Saved entries:
• • • •

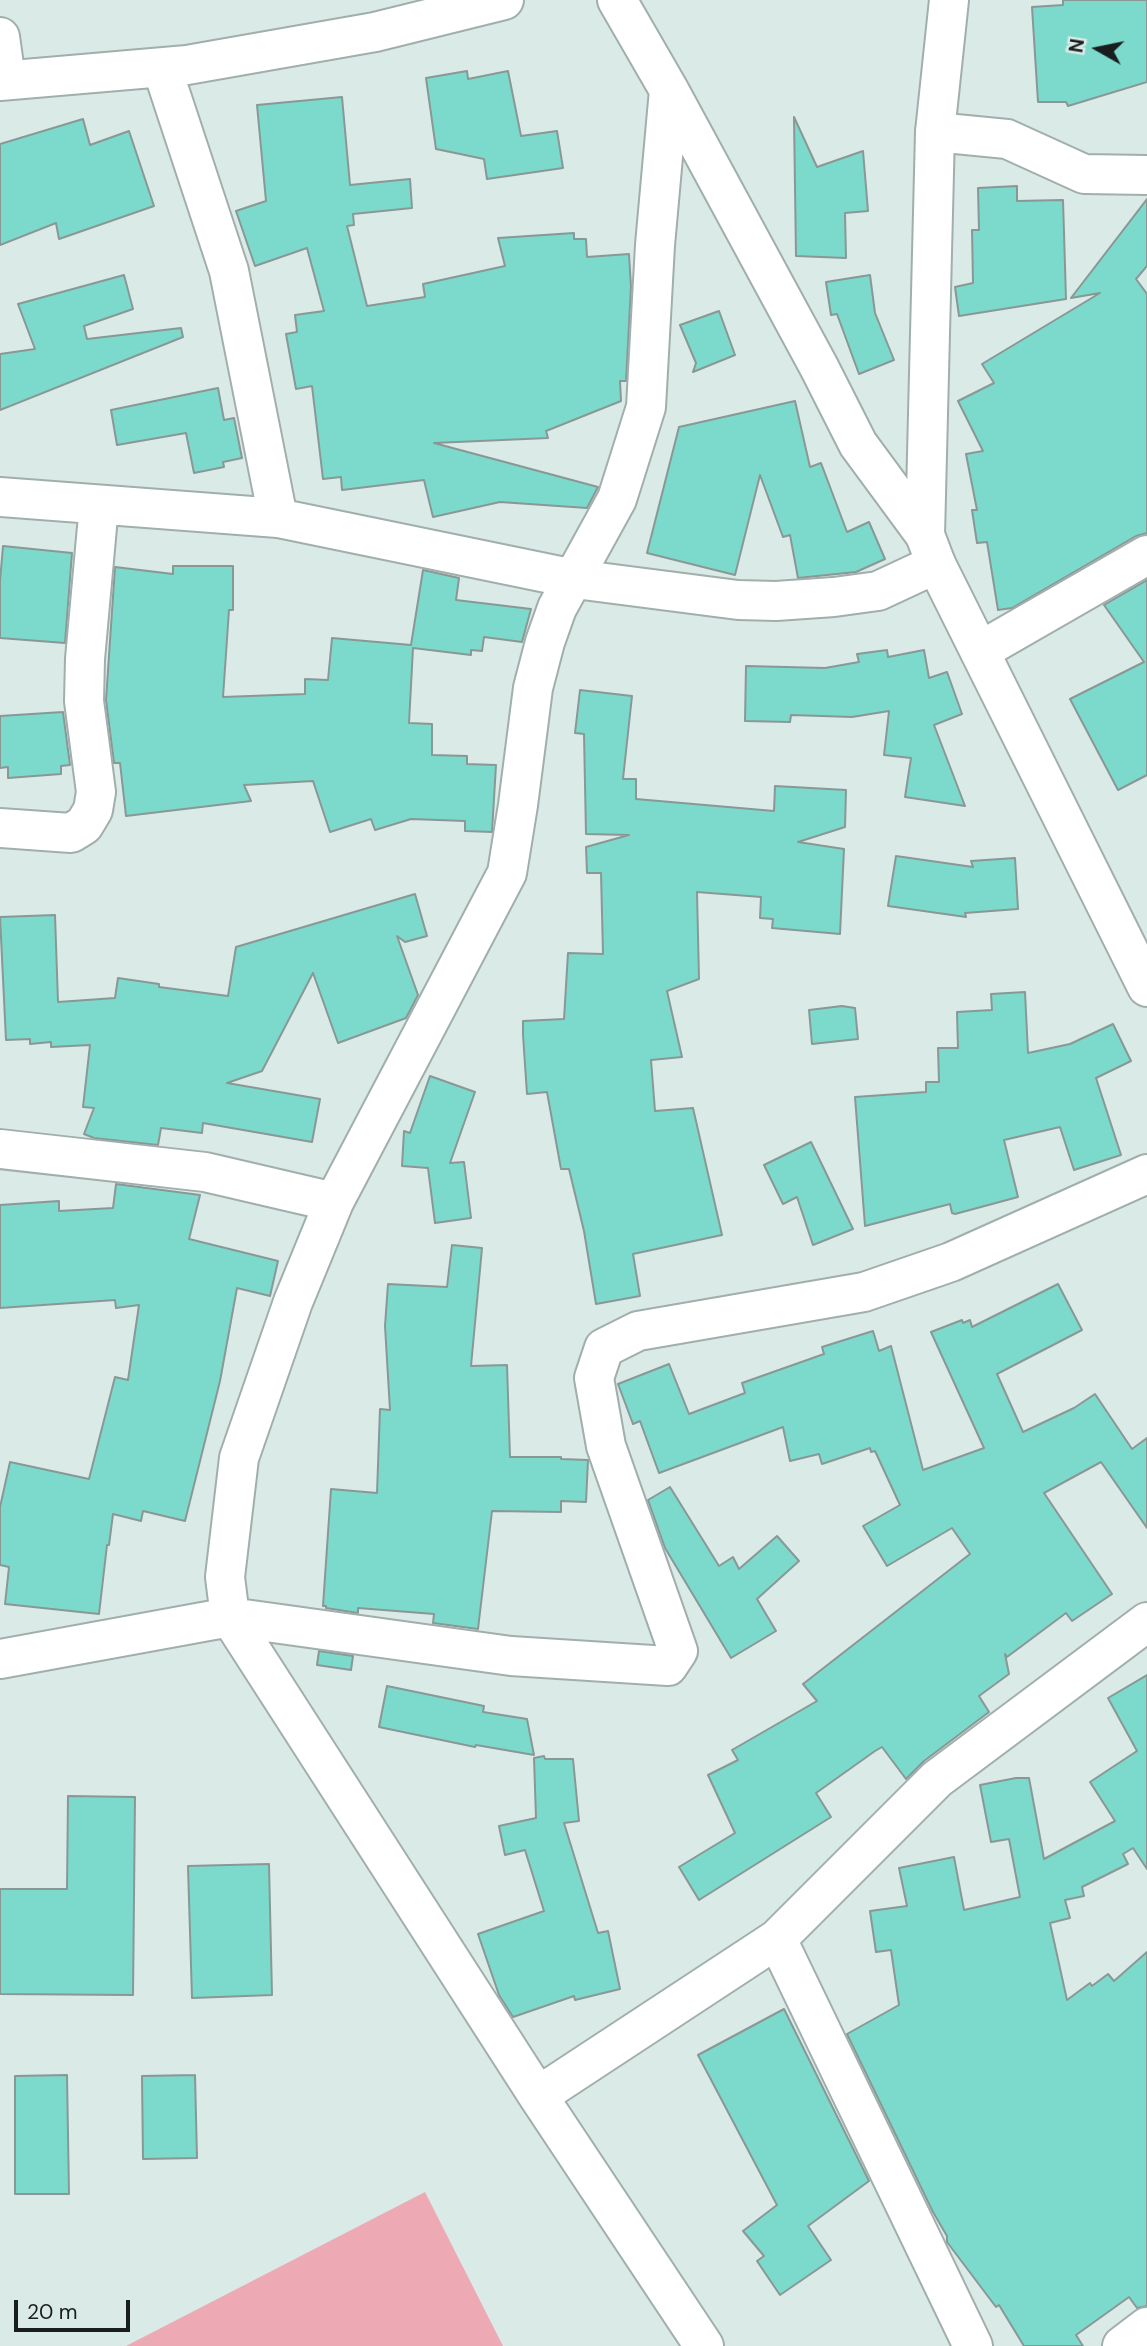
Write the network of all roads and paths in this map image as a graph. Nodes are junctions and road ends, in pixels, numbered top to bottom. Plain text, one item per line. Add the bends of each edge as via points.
1 (504, 0) edge
2 (617, 0) edge
3 (949, 0) edge
4 (0, 37) edge
5 (162, 68) junction
6 (3, 81) edge
7 (669, 90) junction
8 (935, 132) junction
9 (1147, 175) edge
10 (0, 497) edge
11 (99, 505) junction
12 (278, 518) junction
13 (931, 550) junction
14 (1147, 555) edge
15 (575, 579) junction
16 (980, 651) junction
17 (0, 828) edge
18 (1147, 987) edge
19 (0, 1149) edge
20 (1147, 1174) edge
21 (334, 1202) junction
22 (230, 1617) junction
23 (1147, 1622) edge
24 (0, 1659) edge
25 (777, 1939) junction
26 (538, 2096) junction
27 (1147, 2327) edge
28 (704, 2346) edge
29 (973, 2346) edge
30 (1122, 2346) edge

1 - 5 street via 375,32
2 - 7 street
3 - 8 street
4 - 6 street
5 - 6 street
5 - 12 street via 229,271
7 - 13 street via 859,444
7 - 15 street via 654,245 646,407 617,499
8 - 9 street via 1007,139 1084,174
8 - 13 street
10 - 11 street
11 - 12 street
11 - 17 street via 84,701 96,792 93,810 84,825 71,833
12 - 15 street
13 - 15 street via 878,591 834,597 738,600
13 - 16 street
14 - 16 street
15 - 21 street via 556,608 533,688 507,873
16 - 18 street
19 - 21 street via 205,1172
20 - 22 street via 951,1262 864,1292 638,1331 604,1348 594,1378 606,1446 678,1651 668,1666 511,1656
21 - 22 street via 293,1302 239,1458 225,1577
22 - 24 street
22 - 26 street
23 - 25 street via 937,1780
25 - 26 street
25 - 29 street
26 - 28 street
27 - 30 street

• • • •

• _THE TASK_:
Every line above should be repeated exactly; pictures stay out of the copy.

• _EXPECTED ANSWER_:
Write the network of all roads and paths in this map image as a graph. Nodes are junctions and road ends, in pixels, numbered top to bottom. Plain text, one item per line. Add the bends of each edge as via points.
1 (504, 0) edge
2 (617, 0) edge
3 (949, 0) edge
4 (0, 37) edge
5 (162, 68) junction
6 (3, 81) edge
7 (669, 90) junction
8 (935, 132) junction
9 (1147, 175) edge
10 (0, 497) edge
11 (99, 505) junction
12 (278, 518) junction
13 (931, 550) junction
14 (1147, 555) edge
15 (575, 579) junction
16 (980, 651) junction
17 (0, 828) edge
18 (1147, 987) edge
19 (0, 1149) edge
20 (1147, 1174) edge
21 (334, 1202) junction
22 (230, 1617) junction
23 (1147, 1622) edge
24 (0, 1659) edge
25 (777, 1939) junction
26 (538, 2096) junction
27 (1147, 2327) edge
28 (704, 2346) edge
29 (973, 2346) edge
30 (1122, 2346) edge

1 - 5 street via 375,32
2 - 7 street
3 - 8 street
4 - 6 street
5 - 6 street
5 - 12 street via 229,271
7 - 13 street via 859,444
7 - 15 street via 654,245 646,407 617,499
8 - 9 street via 1007,139 1084,174
8 - 13 street
10 - 11 street
11 - 12 street
11 - 17 street via 84,701 96,792 93,810 84,825 71,833
12 - 15 street
13 - 15 street via 878,591 834,597 738,600
13 - 16 street
14 - 16 street
15 - 21 street via 556,608 533,688 507,873
16 - 18 street
19 - 21 street via 205,1172
20 - 22 street via 951,1262 864,1292 638,1331 604,1348 594,1378 606,1446 678,1651 668,1666 511,1656
21 - 22 street via 293,1302 239,1458 225,1577
22 - 24 street
22 - 26 street
23 - 25 street via 937,1780
25 - 26 street
25 - 29 street
26 - 28 street
27 - 30 street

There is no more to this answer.